SUGI 28: The Power of Recursive SAS(r) Macros - SAS Support

SUGI 28

Coder'ss' Corner

Paper 87-28

The power of recursive SAS? macros - How can a simple macro do so much ?

John H. Adams, Boehringer Ingelheim, Ridgefield, CT

ABSTRACT

A recursive macro is a perfect solution if you need to apply a `fixed process' in a nested application. Using regular macros, you would need to know all the dimensions or levels of nesting in order to set up the appropriate `nested do loops', resulting in a long complex macro program. With recursive macros, however, you do not need to know the levels of nesting up front, as the macro can call itself over and over again , as needed, to apply a given process.

This paper describes a simple recursive macro, running on a Windows platform, that explores all the branches of a Unix file/directory tree, starting from a given entry point on down. The macro reads each directory , gets a list of dataset names and adds it to the master list. It then opens up each subdirectory it found and reads it. Ultimately, it will have traveled all branches to their ends in order to assemble a full list of datasets (or any other selected file type).

INTRODUCTION

Did you ever have write an application program that had to do a very repetitive task over many iterations? Do you use nested macros, or maybe data steps with arrays and extensive looping? There are probably several solutions. Each of them would require you to have some idea about the dimensions and possible levels of nesting needed if performing the task.

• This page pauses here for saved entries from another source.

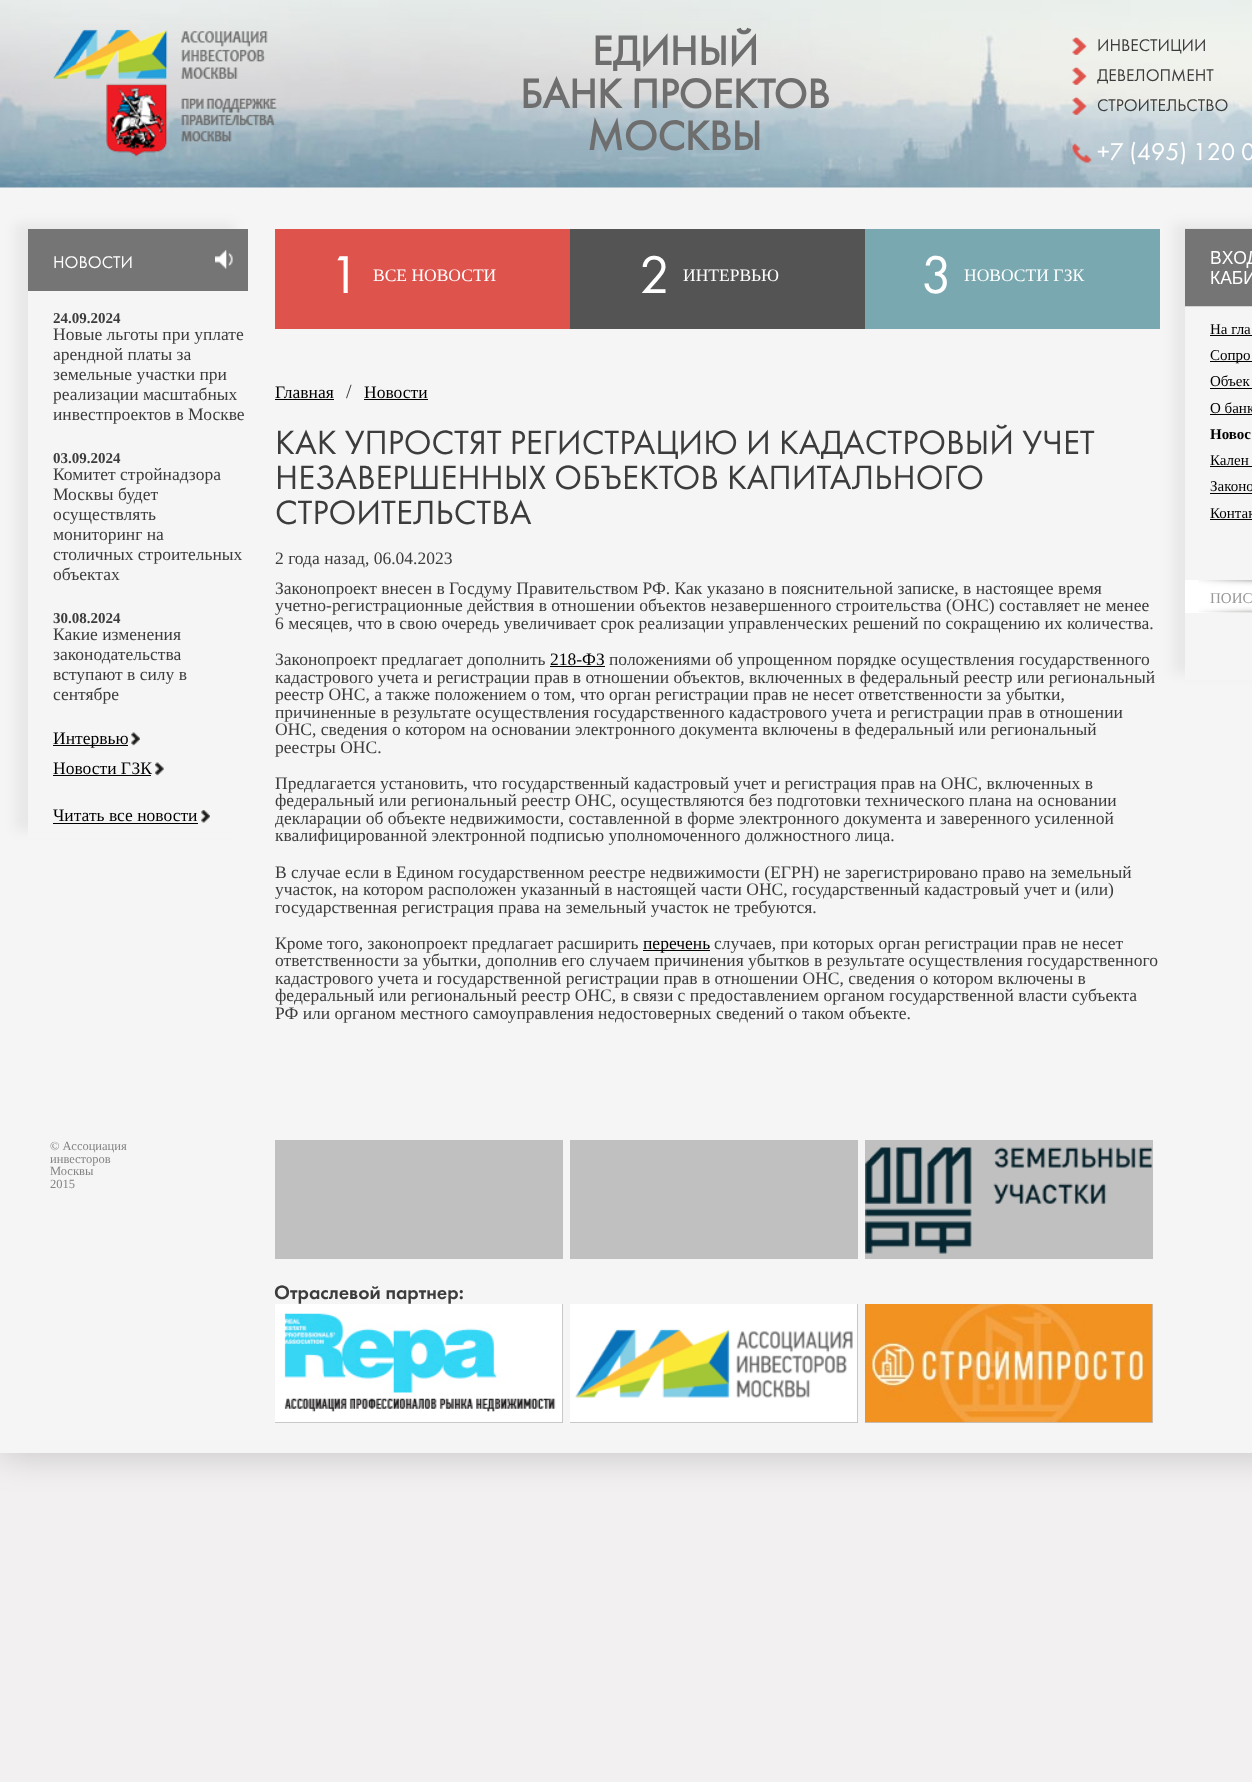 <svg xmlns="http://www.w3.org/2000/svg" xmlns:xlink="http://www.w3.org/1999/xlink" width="1252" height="1782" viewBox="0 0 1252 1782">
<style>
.cls-1{font:bold 42.5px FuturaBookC;fill:#6e6e6e}
.cls-2{font:17.5px FuturaBookC;fill:#3c3c3c}
.cls-3{font:25px FuturaBookC;fill:#ffffff}
.cls-4{font:17.5px FuturaBookC;fill:#ffffff}
.cls-5{font:bold 15px Liberation Serif;fill:#3c3c3c}
.cls-6{font:17.5px Liberation Serif;fill:#3c3c3c}
.cls-7{font:17.5px Liberation Serif;fill:#000000}
.cls-8{font:55px FuturaBookC;fill:#ffffff}
.cls-9{font:17.5px Liberation Serif;fill:#ffffff}
.cls-10{font:20px Liberation Serif;fill:#3c3c3c}
.cls-11{font:35px FuturaBookC;fill:#3c3c3c}
.cls-12{font:15px Liberation Serif;fill:#000000}
.cls-13{font:bold 15px Liberation Serif;fill:#000000}
.cls-14{font:15px Liberation Serif;fill:#999999}
.cls-15{font:12.5px Liberation Serif;fill:#858384}
.cls-16{font:600 20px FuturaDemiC;fill:#3c3c3c}
</style>
<defs>
<clipPath id="clip1"><path d="M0 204H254V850H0ZM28 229H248V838H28Z" clip-rule="evenodd"/></clipPath>
<clipPath id="clip2"><path d="M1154 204H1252V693H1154ZM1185 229H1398V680H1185Z" clip-rule="evenodd"/></clipPath>
</defs>
<rect width="100%" height="100%" fill="#f2f0f1"/>
<rect fill="#000000" fill-opacity="0.2" filter="blur(19px)" x="0" y="0" width="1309" height="1453"/>
<rect fill="#f5f5f5" x="0" y="187" width="1252" height="1266"/>
<image xlink:href="image0.png" x="0" y="0" width="1252" height="188"/>
<image xlink:href="image1.png" x="52" y="29" width="225" height="128"/>
<image xlink:href="image2.png" x="1072" y="37" width="15" height="18"/>
<image xlink:href="image3.png" x="1072" y="67" width="15" height="18"/>
<image xlink:href="image4.png" x="1072" y="97" width="15" height="18"/>
<image xlink:href="image5.png" x="1072" y="143" width="20" height="20"/>
<g clip-path="url(#clip1)">
<rect fill="#000000" fill-opacity="0.05" filter="blur(6px)" x="15" y="223" width="220" height="608"/>
</g>
<rect fill="#757575" x="28" y="229" width="220" height="62"/>
<image xlink:href="image6.png" x="215" y="250" width="18" height="19"/>
<image xlink:href="image7.png" x="131" y="732" width="9" height="14"/>
<rect fill="#000000" x="53" y="745" width="75" height="1"/>
<image xlink:href="image8.png" x="155" y="762" width="9" height="14"/>
<rect fill="#000000" x="53" y="775" width="98" height="1"/>
<image xlink:href="image9.png" x="201" y="810" width="9" height="13"/>
<rect fill="#000000" x="53" y="823" width="145" height="1"/>
<rect fill="#de534c" x="275" y="229" width="295" height="100"/>
<rect fill="#545454" x="570" y="229" width="295" height="100"/>
<rect fill="#79a8b0" x="865" y="229" width="295" height="100"/>
<rect fill="#000000" x="275" y="399" width="59" height="1"/>
<rect fill="#000000" x="364" y="399" width="64" height="1"/>
<rect fill="#000000" x="550" y="666" width="55" height="1"/>
<rect fill="#000000" x="643" y="950" width="67" height="1"/>
<g clip-path="url(#clip2)">
<rect fill="#000000" fill-opacity="0.05" filter="blur(6px)" x="1173" y="223" width="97" height="451"/>
</g>
<image xlink:href="image10.png" x="1185" y="228" width="67" height="79"/>
<rect fill="#000000" x="1210" y="335" width="42" height="1"/>
<rect fill="#000000" x="1210" y="361" width="42" height="1"/>
<rect fill="#000000" x="1210" y="388" width="42" height="1"/>
<rect fill="#000000" x="1210" y="414" width="42" height="1"/>
<rect fill="#000000" x="1210" y="466" width="42" height="1"/>
<rect fill="#000000" x="1210" y="493" width="42" height="1"/>
<rect fill="#000000" x="1210" y="519" width="42" height="1"/>
<rect fill="#ffffff" x="1185" y="580" width="67" height="33"/>
<image xlink:href="image11.png" x="1198" y="580" width="54" height="33"/>
<rect fill="#c0c0c0" x="275" y="1140" width="288" height="119"/>
<rect fill="#c0c0c0" x="570" y="1140" width="288" height="119"/>
<rect fill="#c0c0c0" x="865" y="1140" width="288" height="119"/>
<image xlink:href="image12.png" x="865" y="1147" width="288" height="107"/>
<rect fill="#c0c0c0" x="275" y="1304" width="288" height="119"/>
<image xlink:href="image13.png" x="275" y="1304" width="288" height="119"/>
<rect fill="#c0c0c0" x="570" y="1304" width="288" height="119"/>
<image xlink:href="image14.png" x="570" y="1304" width="288" height="119"/>
<rect fill="#c0c0c0" x="865" y="1304" width="288" height="119"/>
<image xlink:href="image15.png" x="865" y="1304" width="288" height="119"/>
<text class="cls-1" x="592" y="65">ЕДИНЫЙ</text>
<text class="cls-1" x="520" y="108">БАНК ПРОЕКТОВ</text>
<text class="cls-1" x="587" y="150">МОСКВЫ</text>
<text class="cls-2"><tspan x="1097" y="51">ИНВЕСТИЦИИ</tspan><tspan x="1097" y="81">ДЕВЕЛОПМЕНТ</tspan><tspan x="1097" y="111">СТРОИТЕЛЬСТВО</tspan></text>
<text class="cls-3" x="1097" y="160">+7 (495) 120 0</text>
<text class="cls-4" x="53" y="268">НОВОСТИ</text>
<text class="cls-5" x="53" y="323">24.09.2024</text>
<text class="cls-6"><tspan x="53" y="340">Новые льготы при уплате</tspan><tspan x="53" y="360">арендной платы за</tspan><tspan x="53" y="380">земельные участки при</tspan><tspan x="53" y="400">реализации масштабных</tspan><tspan x="53" y="420">инвестпроектов в Москве</tspan></text>
<text class="cls-5" x="53" y="463">03.09.2024</text>
<text class="cls-6"><tspan x="53" y="480">Комитет стройнадзора</tspan><tspan x="53" y="500">Москвы будет</tspan><tspan x="53" y="520">осуществлять</tspan><tspan x="53" y="540">мониторинг на</tspan><tspan x="53" y="560">столичных строительных</tspan><tspan x="53" y="580">объектах</tspan></text>
<text class="cls-5" x="53" y="623">30.08.2024</text>
<text class="cls-6"><tspan x="53" y="640">Какие изменения</tspan><tspan x="53" y="660">законодательства</tspan><tspan x="53" y="680">вступают в силу в</tspan><tspan x="53" y="700">сентябре</tspan></text>
<text class="cls-7"><tspan x="53" y="744">Интервью</tspan><tspan x="53" y="774">Новости ГЗК</tspan></text>
<text class="cls-7" x="53" y="821">Читать все новости</text>
<text class="cls-8" x="329" y="293">1</text>
<text class="cls-9" x="373" y="281">ВСЕ НОВОСТИ</text>
<text class="cls-8" x="639" y="293">2</text>
<text class="cls-9" x="683" y="281">ИНТЕРВЬЮ</text>
<text class="cls-8" x="921" y="293">3</text>
<text class="cls-9" x="964" y="281">НОВОСТИ ГЗК</text>
<text class="cls-7" x="275" y="398">Главная</text>
<text class="cls-10" x="346" y="398">/</text>
<text class="cls-7" x="364" y="398">Новости</text>
<text class="cls-11"><tspan x="275" y="454">КАК УПРОСТЯТ РЕГИСТРАЦИЮ И КАДАСТРОВЫЙ УЧЕТ</tspan><tspan x="275" y="489">НЕЗАВЕРШЕННЫХ ОБЪЕКТОВ КАПИТАЛЬНОГО</tspan><tspan x="275" y="524">СТРОИТЕЛЬСТВА</tspan></text>
<text class="cls-6"><tspan x="275" y="564">2 года назад, 06.04.2023</tspan><tspan x="275" y="594">Законопроект внесен в Госдуму Правительством РФ. Как указано в пояснительной записке, в настоящее время</tspan><tspan x="275" y="611">учетно-регистрационные действия в отношении объектов незавершенного строительства (ОНС) составляет не менее</tspan><tspan x="275" y="629">6 месяцев, что в свою очередь увеличивает срок реализации управленческих решений по сокращению их количества.</tspan></text>
<text class="cls-6" x="275" y="665">Законопроект предлагает дополнить</text>
<text class="cls-7" x="550" y="665">218-ФЗ</text>
<text class="cls-6" x="609" y="665">положениями об упрощенном порядке осуществления государственного</text>
<text class="cls-6"><tspan x="275" y="683">кадастрового учета и регистрации прав в отношении объектов, включенных в федеральный реестр или региональный</tspan><tspan x="275" y="700">реестр ОНС, а также положением о том, что орган регистрации прав не несет ответственности за убытки,</tspan><tspan x="275" y="718">причиненные в результате осуществления государственного кадастрового учета и регистрации прав в отношении</tspan><tspan x="275" y="735">ОНС, сведения о котором на основании электронного документа включены в федеральный или региональный</tspan><tspan x="275" y="753">реестры ОНС.</tspan></text>
<text class="cls-6"><tspan x="275" y="789">Предлагается установить, что государственный кадастровый учет и регистрация прав на ОНС, включенных в</tspan><tspan x="275" y="806">федеральный или региональный реестр ОНС, осуществляются без подготовки технического плана на основании</tspan><tspan x="275" y="824">декларации об объекте недвижимости, составленной в форме электронного документа и заверенного усиленной</tspan><tspan x="275" y="841">квалифицированной электронной подписью уполномоченного должностного лица.</tspan></text>
<text class="cls-6"><tspan x="275" y="878">В случае если в Едином государственном реестре недвижимости (ЕГРН) не зарегистрировано право на земельный</tspan><tspan x="275" y="895">участок, на котором расположен указанный в настоящей части ОНС, государственный кадастровый учет и (или)</tspan><tspan x="275" y="913">государственная регистрация права на земельный участок не требуются.</tspan></text>
<text class="cls-6" x="275" y="949">Кроме того, законопроект предлагает расширить</text>
<text class="cls-7" x="643" y="949">перечень</text>
<text class="cls-6" x="714" y="949">случаев, при которых орган регистрации прав не несет</text>
<text class="cls-6"><tspan x="275" y="966">ответственности за убытки, дополнив его случаем причинения убытков в результате осуществления государственного</tspan><tspan x="275" y="984">кадастрового учета и государственной регистрации прав в отношении ОНС, сведения о котором включены в</tspan><tspan x="275" y="1001">федеральный или региональный реестр ОНС, в связи с предоставлением органом государственной власти субъекта</tspan><tspan x="275" y="1019">РФ или органом местного самоуправления недостоверных сведений о таком объекте.</tspan></text>
<text class="cls-12"><tspan x="1210" y="334">На гла</tspan><tspan x="1210" y="360">Сопро</tspan><tspan x="1210" y="386">Объек</tspan><tspan x="1210" y="413">О банк</tspan></text>
<text class="cls-13" x="1210" y="439">Новос</text>
<text class="cls-12"><tspan x="1210" y="465">Кален</tspan><tspan x="1210" y="491">Законо</tspan><tspan x="1210" y="518">Контак</tspan></text>
<text class="cls-14" x="1210" y="603">ПОИС</text>
<text class="cls-15"><tspan x="50" y="1150">© Ассоциация</tspan><tspan x="50" y="1163">инвесторов</tspan><tspan x="50" y="1175">Москвы</tspan><tspan x="50" y="1188">2015</tspan></text>
<text class="cls-16" x="274" y="1299">Отраслевой партнер:</text>
</svg>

Let's take this example: You have been asked to assemble a full list of all SAS datasets on your Unix server , given an appropriate starting path to a directory. Each directory can have datasets, links , subdirectories and other type of files. So, here's the process: 1. read the directory, 2. keep the dataset names and 3. loop through each subdirectory in this directory. For each subdirectory you repeat the process, until there are no more subdirectories are found . Now , you're at the end of this branch and you have to return to the last point were this branch started and search the next branch. (see figure 1 for a sample (NFS) directory tree).

You can quickly see that this approach would require a tremendous amount of nested looping and could become quite complex. Additionally, you may have to a consider a preprocessing step to determine the amount of nesting needed.

There must be a better way!

THE ELEGANT SOLUTION

The process seems so simple. So how can we simplify our program? A recursive macro, of course. A recursive macro is one that calls itself over and over to perform a specific task.

Recursive macros may seem intimidating, difficult to understand and implement to most programmers. They are, however quite simple to understand and not difficult to program ? if you follow one simple rule: localize internal macro variables. This prevents subsequent calls of the macro from trashing macro variable values of previous calls (threads that are still active). When a branch end is encountered, the previous call is restored with all of it's original macro values.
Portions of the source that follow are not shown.